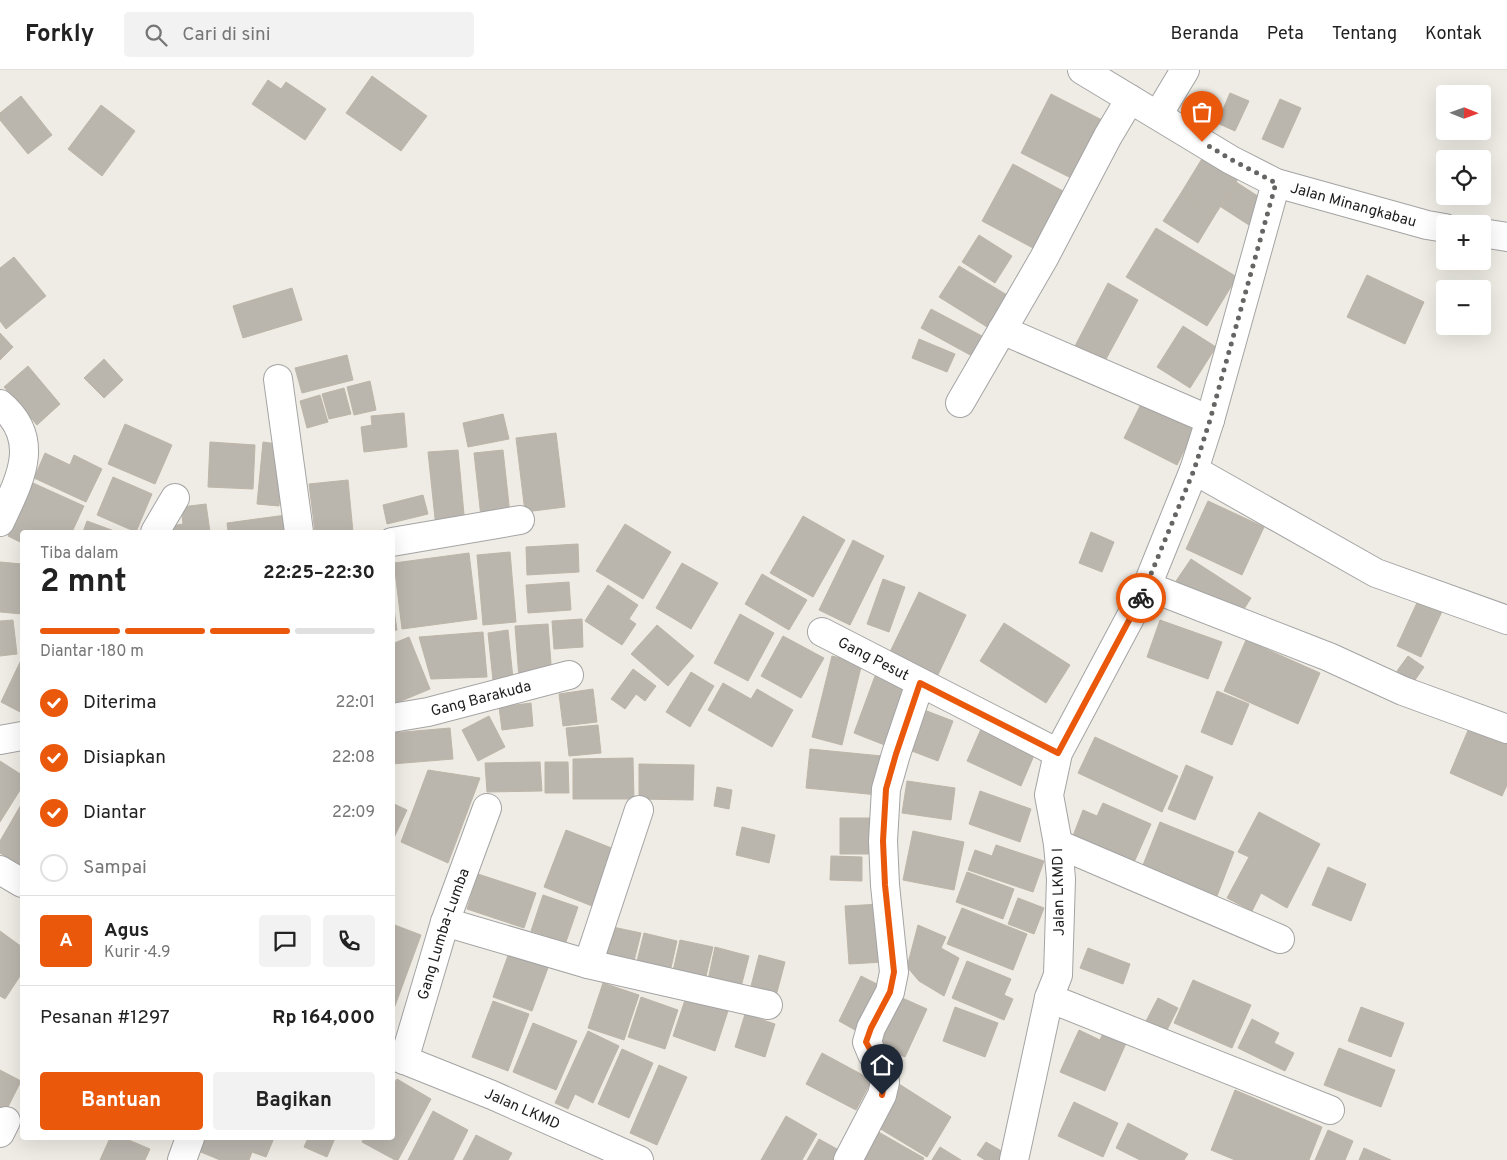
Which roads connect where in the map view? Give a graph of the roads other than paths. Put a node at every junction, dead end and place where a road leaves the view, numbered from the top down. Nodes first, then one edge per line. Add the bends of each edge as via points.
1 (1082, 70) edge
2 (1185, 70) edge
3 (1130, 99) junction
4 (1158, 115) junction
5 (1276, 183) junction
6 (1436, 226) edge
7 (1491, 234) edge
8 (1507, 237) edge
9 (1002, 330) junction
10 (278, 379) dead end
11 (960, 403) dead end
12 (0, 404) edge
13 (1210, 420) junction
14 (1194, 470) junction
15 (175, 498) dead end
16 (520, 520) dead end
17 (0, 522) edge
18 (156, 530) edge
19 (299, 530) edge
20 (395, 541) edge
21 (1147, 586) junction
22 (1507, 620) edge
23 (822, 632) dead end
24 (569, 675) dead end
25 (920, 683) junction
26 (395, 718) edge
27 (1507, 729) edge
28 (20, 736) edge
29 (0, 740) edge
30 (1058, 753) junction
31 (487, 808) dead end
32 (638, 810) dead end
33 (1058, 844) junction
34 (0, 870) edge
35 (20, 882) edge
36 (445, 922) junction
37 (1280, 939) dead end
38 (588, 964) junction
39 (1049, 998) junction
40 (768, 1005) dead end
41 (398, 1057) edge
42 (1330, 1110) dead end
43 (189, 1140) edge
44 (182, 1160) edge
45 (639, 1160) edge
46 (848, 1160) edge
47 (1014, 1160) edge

▶ _Task_:
What you output should match the records line for line, minus the pictures.

▶ _Solution for this task_:
Which roads connect where in the map view? Give a graph of the roads other than paths. Put a node at every junction, dead end and place where a road leaves the view, numbered from the top down. Nodes first, then one edge per line. Add the bends of each edge as via points.
1 (1082, 70) edge
2 (1185, 70) edge
3 (1130, 99) junction
4 (1158, 115) junction
5 (1276, 183) junction
6 (1436, 226) edge
7 (1491, 234) edge
8 (1507, 237) edge
9 (1002, 330) junction
10 (278, 379) dead end
11 (960, 403) dead end
12 (0, 404) edge
13 (1210, 420) junction
14 (1194, 470) junction
15 (175, 498) dead end
16 (520, 520) dead end
17 (0, 522) edge
18 (156, 530) edge
19 (299, 530) edge
20 (395, 541) edge
21 (1147, 586) junction
22 (1507, 620) edge
23 (822, 632) dead end
24 (569, 675) dead end
25 (920, 683) junction
26 (395, 718) edge
27 (1507, 729) edge
28 (20, 736) edge
29 (0, 740) edge
30 (1058, 753) junction
31 (487, 808) dead end
32 (638, 810) dead end
33 (1058, 844) junction
34 (0, 870) edge
35 (20, 882) edge
36 (445, 922) junction
37 (1280, 939) dead end
38 (588, 964) junction
39 (1049, 998) junction
40 (768, 1005) dead end
41 (398, 1057) edge
42 (1330, 1110) dead end
43 (189, 1140) edge
44 (182, 1160) edge
45 (639, 1160) edge
46 (848, 1160) edge
47 (1014, 1160) edge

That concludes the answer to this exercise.